Tuesday, December 20, 2011

Mitt Romney, not a man of the people


Looks like Mitt's still raking in the dough from Bain Capital:

Almost 13 years ago, Mitt Romney left Bain Capital, the successful private equity firm he had helped start, and moved to Utah to rescue the Salt Lake City Olympic Games and begin a second career in public life.

Yet when it came to his considerable personal wealth, Mr. Romney never really left Bain.

In what would be the final deal of his private equity career, he negotiated a retirement agreement with his former partners that has paid him a share of Bain's profits ever since, bringing the Romney family millions of dollars in income each year and bolstering the fortune that has helped finance Mr. Romney's political aspirations.

The arrangement allowed Mr. Romney to pursue his career in public life while enjoying much of the financial upside of being a Bain partner as the company grew into a global investing behemoth.

The problem here is not so much that Romney is still making money from Bain -- who wouldn't try to reach this sort of retirement deal if given the chance, particularly from a firm one started and still feels a connection to? -- but that he has made his fortune off destroying companies and jobs for profit, and that the money he's made through this deal has been taxed at a low rate:

In the process, Bain continued to buy and restructure companies, potentially leaving Mr. Romney exposed to further criticism that he has grown wealthier over the last decade partly as a result of layoffs. Moreover, much of his income from the arrangement has probably qualified for a lower tax rate than ordinary income under a tax provision favorable to hedge fund and private equity managers, which has become a point of contention in the battle over economic inequality. 

ThinkProgress puts it more clearly:

Romney has had to contend with the fact that Bain made a lot of its money buying up companies, then laying off workers and reneging on benefits to gut those companies, burying them with debt as Bain walked away with millions...

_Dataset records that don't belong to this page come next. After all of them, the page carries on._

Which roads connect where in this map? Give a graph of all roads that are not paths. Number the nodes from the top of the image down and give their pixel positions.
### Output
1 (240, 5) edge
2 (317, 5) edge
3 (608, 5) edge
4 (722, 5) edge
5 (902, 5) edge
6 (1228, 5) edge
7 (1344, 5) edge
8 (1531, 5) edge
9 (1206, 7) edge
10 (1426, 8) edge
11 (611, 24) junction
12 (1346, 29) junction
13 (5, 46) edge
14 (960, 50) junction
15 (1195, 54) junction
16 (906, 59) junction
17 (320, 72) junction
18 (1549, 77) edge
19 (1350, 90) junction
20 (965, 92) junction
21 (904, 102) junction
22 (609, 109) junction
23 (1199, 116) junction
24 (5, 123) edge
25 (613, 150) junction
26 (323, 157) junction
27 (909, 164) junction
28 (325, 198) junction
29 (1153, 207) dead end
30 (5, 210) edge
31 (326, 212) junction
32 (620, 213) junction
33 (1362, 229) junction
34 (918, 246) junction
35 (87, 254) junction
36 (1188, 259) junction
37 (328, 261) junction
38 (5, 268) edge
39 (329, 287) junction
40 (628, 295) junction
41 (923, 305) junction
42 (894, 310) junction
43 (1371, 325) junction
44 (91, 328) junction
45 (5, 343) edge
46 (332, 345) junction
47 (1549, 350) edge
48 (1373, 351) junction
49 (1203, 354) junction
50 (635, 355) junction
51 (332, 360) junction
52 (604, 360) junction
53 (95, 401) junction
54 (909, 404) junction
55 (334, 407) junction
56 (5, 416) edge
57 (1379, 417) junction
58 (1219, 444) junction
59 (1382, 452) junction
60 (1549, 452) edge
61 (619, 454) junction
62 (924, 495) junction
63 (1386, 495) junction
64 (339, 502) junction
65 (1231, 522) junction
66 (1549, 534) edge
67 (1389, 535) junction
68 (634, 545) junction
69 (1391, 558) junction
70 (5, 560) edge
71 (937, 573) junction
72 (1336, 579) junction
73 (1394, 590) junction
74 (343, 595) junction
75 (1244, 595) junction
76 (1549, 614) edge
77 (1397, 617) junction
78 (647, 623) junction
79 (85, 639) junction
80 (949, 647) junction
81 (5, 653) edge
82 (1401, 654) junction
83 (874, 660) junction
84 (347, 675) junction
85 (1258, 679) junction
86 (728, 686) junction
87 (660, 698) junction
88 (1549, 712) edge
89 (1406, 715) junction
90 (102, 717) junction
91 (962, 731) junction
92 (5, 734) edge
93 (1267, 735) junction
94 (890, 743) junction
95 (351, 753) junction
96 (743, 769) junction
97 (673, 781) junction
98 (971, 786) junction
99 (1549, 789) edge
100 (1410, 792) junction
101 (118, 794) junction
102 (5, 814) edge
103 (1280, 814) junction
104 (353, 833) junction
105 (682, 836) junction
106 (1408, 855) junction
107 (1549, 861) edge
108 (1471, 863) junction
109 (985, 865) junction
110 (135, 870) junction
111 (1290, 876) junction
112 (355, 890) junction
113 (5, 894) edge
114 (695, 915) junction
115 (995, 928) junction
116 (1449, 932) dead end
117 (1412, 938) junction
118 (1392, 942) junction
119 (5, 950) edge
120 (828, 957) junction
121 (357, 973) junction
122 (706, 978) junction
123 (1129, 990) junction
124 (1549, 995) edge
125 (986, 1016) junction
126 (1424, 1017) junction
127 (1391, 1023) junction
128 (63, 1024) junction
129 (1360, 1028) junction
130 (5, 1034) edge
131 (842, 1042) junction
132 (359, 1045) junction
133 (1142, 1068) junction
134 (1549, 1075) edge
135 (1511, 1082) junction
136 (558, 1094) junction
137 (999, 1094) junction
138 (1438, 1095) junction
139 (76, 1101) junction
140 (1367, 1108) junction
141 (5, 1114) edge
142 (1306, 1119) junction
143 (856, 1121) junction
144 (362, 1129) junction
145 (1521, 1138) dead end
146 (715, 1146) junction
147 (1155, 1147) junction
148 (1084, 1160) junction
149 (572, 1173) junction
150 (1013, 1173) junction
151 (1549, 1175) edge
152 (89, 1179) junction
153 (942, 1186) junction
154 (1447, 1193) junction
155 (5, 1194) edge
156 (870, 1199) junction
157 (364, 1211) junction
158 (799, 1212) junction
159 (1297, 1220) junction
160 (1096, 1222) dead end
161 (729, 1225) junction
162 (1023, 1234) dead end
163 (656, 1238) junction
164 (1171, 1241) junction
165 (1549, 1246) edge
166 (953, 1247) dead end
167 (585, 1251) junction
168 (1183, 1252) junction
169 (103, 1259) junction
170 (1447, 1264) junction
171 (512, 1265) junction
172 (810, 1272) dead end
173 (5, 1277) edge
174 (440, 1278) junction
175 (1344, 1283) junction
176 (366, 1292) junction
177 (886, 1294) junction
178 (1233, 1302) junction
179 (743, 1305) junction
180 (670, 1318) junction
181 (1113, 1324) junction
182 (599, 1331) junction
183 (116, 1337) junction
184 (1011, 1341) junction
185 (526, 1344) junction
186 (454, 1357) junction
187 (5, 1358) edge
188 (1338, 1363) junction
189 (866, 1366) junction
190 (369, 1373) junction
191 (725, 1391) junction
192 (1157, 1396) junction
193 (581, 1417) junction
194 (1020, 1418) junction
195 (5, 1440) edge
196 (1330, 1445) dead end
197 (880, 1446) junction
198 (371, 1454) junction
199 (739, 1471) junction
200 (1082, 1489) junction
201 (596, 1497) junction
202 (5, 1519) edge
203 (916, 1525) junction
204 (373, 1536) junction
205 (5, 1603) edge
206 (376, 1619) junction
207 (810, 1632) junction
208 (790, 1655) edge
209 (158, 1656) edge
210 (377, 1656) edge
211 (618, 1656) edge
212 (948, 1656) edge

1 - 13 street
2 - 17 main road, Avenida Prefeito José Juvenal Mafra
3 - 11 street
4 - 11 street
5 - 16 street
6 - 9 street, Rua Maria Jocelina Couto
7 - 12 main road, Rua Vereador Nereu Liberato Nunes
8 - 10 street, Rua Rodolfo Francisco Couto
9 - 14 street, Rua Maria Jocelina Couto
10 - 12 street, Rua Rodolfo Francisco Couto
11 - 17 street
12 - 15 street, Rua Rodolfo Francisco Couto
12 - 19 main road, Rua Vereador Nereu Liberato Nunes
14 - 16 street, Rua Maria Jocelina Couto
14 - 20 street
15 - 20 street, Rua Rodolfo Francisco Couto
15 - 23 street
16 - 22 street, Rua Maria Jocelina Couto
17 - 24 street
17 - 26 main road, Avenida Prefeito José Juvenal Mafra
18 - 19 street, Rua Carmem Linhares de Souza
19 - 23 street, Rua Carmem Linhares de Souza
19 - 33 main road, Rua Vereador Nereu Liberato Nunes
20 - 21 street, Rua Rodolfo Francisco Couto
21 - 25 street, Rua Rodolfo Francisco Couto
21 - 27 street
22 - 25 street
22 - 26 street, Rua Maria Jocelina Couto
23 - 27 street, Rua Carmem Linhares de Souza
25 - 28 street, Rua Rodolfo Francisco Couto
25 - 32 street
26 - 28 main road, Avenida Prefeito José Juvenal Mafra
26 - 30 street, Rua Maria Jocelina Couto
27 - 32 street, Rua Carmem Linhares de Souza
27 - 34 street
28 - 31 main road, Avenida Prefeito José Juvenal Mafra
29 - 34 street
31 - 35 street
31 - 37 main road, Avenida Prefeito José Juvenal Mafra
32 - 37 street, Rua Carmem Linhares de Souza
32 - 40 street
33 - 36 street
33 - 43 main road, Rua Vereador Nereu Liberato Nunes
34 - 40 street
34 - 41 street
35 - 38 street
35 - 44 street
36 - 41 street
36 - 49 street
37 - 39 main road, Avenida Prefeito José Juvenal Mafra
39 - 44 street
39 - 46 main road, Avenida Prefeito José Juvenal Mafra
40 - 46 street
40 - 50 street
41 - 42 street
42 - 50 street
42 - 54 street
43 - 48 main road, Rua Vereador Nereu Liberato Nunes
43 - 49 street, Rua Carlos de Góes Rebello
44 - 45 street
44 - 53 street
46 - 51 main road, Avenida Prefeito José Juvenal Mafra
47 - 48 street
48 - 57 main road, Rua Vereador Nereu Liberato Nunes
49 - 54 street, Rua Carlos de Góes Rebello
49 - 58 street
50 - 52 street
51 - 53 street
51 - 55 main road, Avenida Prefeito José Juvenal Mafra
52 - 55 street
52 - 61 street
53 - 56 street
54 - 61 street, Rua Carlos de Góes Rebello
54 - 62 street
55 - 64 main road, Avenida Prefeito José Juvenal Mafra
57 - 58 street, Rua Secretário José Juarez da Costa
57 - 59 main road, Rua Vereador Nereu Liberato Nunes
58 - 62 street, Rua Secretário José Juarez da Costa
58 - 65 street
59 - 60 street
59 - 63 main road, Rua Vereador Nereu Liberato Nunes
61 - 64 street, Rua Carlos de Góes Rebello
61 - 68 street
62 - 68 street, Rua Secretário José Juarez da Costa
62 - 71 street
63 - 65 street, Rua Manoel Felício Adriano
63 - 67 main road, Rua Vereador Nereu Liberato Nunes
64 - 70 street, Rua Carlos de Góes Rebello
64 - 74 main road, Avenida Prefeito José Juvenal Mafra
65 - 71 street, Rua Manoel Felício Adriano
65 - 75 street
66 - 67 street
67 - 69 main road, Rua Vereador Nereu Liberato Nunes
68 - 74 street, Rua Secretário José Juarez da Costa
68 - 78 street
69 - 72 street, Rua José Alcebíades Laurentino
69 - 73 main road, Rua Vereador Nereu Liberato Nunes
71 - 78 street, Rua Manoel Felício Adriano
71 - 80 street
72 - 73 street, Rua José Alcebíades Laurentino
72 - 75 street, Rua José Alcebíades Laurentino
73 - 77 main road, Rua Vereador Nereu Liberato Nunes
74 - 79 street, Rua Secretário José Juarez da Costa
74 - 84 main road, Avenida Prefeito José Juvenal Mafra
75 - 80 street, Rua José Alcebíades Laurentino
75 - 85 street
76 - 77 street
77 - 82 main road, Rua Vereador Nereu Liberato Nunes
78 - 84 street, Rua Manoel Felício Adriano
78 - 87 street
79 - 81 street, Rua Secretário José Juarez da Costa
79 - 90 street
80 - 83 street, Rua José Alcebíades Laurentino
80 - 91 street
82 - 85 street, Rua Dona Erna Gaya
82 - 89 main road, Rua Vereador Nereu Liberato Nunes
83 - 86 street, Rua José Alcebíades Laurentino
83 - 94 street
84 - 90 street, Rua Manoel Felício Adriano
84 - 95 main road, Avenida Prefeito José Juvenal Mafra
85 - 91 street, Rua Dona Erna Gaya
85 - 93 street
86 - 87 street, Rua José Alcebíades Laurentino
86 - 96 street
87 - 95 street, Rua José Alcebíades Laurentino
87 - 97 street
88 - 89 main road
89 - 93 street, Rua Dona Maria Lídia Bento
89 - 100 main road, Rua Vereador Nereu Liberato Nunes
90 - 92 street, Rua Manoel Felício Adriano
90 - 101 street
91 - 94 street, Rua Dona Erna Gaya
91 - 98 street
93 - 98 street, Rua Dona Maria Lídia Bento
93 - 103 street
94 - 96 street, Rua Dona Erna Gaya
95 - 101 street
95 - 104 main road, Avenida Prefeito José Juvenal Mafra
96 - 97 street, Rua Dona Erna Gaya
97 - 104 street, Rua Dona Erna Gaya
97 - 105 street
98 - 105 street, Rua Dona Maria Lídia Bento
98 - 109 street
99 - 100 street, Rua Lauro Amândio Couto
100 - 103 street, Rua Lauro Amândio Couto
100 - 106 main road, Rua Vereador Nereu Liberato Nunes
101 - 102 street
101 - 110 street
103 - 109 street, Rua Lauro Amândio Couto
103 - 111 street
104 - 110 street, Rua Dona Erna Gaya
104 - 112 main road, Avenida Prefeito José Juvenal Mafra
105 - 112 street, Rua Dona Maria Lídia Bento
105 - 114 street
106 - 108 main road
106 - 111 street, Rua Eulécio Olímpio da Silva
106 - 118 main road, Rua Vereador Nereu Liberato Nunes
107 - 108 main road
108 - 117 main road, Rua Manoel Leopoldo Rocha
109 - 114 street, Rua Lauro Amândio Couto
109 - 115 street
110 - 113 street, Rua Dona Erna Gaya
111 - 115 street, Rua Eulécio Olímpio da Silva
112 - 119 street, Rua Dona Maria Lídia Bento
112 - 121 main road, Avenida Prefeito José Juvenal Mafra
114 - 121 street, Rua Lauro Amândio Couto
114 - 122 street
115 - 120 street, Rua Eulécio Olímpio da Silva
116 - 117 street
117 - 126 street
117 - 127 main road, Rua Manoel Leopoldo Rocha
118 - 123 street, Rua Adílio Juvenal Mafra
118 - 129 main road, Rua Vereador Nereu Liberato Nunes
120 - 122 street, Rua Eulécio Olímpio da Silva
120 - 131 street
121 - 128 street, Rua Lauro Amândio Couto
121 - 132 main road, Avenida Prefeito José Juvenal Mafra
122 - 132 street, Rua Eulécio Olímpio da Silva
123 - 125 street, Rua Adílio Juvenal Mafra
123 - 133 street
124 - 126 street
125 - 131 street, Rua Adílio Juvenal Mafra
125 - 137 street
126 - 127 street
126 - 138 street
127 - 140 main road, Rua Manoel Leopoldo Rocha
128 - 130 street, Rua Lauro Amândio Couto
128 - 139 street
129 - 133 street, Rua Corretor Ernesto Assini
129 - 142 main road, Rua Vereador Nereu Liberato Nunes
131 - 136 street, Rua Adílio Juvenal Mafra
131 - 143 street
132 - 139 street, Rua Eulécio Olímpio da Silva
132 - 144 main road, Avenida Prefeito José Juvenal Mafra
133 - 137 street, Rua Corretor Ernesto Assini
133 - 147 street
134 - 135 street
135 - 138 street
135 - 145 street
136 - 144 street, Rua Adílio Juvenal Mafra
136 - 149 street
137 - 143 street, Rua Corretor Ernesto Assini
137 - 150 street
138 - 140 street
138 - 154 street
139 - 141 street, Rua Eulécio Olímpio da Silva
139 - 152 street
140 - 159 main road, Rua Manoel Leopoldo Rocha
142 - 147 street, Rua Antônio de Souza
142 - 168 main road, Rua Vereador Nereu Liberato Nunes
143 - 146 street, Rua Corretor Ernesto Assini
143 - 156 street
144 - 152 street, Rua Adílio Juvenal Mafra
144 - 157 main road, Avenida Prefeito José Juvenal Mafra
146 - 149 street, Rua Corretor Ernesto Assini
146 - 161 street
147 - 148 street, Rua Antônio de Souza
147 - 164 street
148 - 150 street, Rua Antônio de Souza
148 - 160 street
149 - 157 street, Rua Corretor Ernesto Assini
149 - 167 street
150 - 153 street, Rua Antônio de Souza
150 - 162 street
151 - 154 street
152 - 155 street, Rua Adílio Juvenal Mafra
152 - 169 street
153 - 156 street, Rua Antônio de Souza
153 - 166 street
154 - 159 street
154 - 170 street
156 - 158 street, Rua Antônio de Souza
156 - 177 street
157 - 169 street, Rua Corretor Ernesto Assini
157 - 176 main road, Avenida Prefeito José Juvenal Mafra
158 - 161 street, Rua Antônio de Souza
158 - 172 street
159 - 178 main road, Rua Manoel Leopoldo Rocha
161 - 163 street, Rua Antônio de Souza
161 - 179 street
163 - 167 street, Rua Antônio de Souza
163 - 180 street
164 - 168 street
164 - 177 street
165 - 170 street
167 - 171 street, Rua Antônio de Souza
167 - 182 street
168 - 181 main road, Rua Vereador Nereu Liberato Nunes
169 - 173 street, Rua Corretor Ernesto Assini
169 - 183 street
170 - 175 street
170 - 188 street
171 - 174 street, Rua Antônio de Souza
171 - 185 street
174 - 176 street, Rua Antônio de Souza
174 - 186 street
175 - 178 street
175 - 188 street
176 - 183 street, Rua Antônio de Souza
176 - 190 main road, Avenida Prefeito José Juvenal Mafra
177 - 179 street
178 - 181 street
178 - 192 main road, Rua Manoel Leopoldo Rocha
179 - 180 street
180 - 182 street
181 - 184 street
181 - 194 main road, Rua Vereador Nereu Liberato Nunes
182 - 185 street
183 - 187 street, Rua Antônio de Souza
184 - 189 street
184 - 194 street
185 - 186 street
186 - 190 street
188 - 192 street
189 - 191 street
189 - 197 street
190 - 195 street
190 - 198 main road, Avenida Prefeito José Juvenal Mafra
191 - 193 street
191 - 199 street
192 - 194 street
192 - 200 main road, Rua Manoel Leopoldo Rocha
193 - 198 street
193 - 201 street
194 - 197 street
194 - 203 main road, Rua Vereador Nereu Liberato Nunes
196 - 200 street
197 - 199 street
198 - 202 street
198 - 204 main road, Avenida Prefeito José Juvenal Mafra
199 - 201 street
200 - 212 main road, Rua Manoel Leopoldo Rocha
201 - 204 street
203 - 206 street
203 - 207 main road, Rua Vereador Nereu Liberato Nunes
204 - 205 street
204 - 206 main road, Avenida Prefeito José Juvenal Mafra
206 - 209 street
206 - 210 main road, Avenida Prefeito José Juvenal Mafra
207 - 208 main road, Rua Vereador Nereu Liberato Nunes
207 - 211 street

Since Romney left, Bain has made its money gutting companies like KB Toys and Clearchannel, laying off thousands of workers and leaving the companies under heavy debt loads, while Romney has reaped the benefit. Adding insult to injury, the money Romney has been collecting from Bain is likely not taxed as normal income but as "carried interest," meaning it is subject to the capital gains tax rate of 15 percent rather than the top income tax rate of 35 percent...

Citizens for Tax Justice estimated that Romney pays about a 14 percent tax rate, below the level at which many middle-class families are paying. And he's paying that low rate on money made via dismantling companies and eliminating jobs. 

Romney has been trying to position himself as a job creator and as a friend of the middle class, but his whole career has proven him to be exactly the opposite.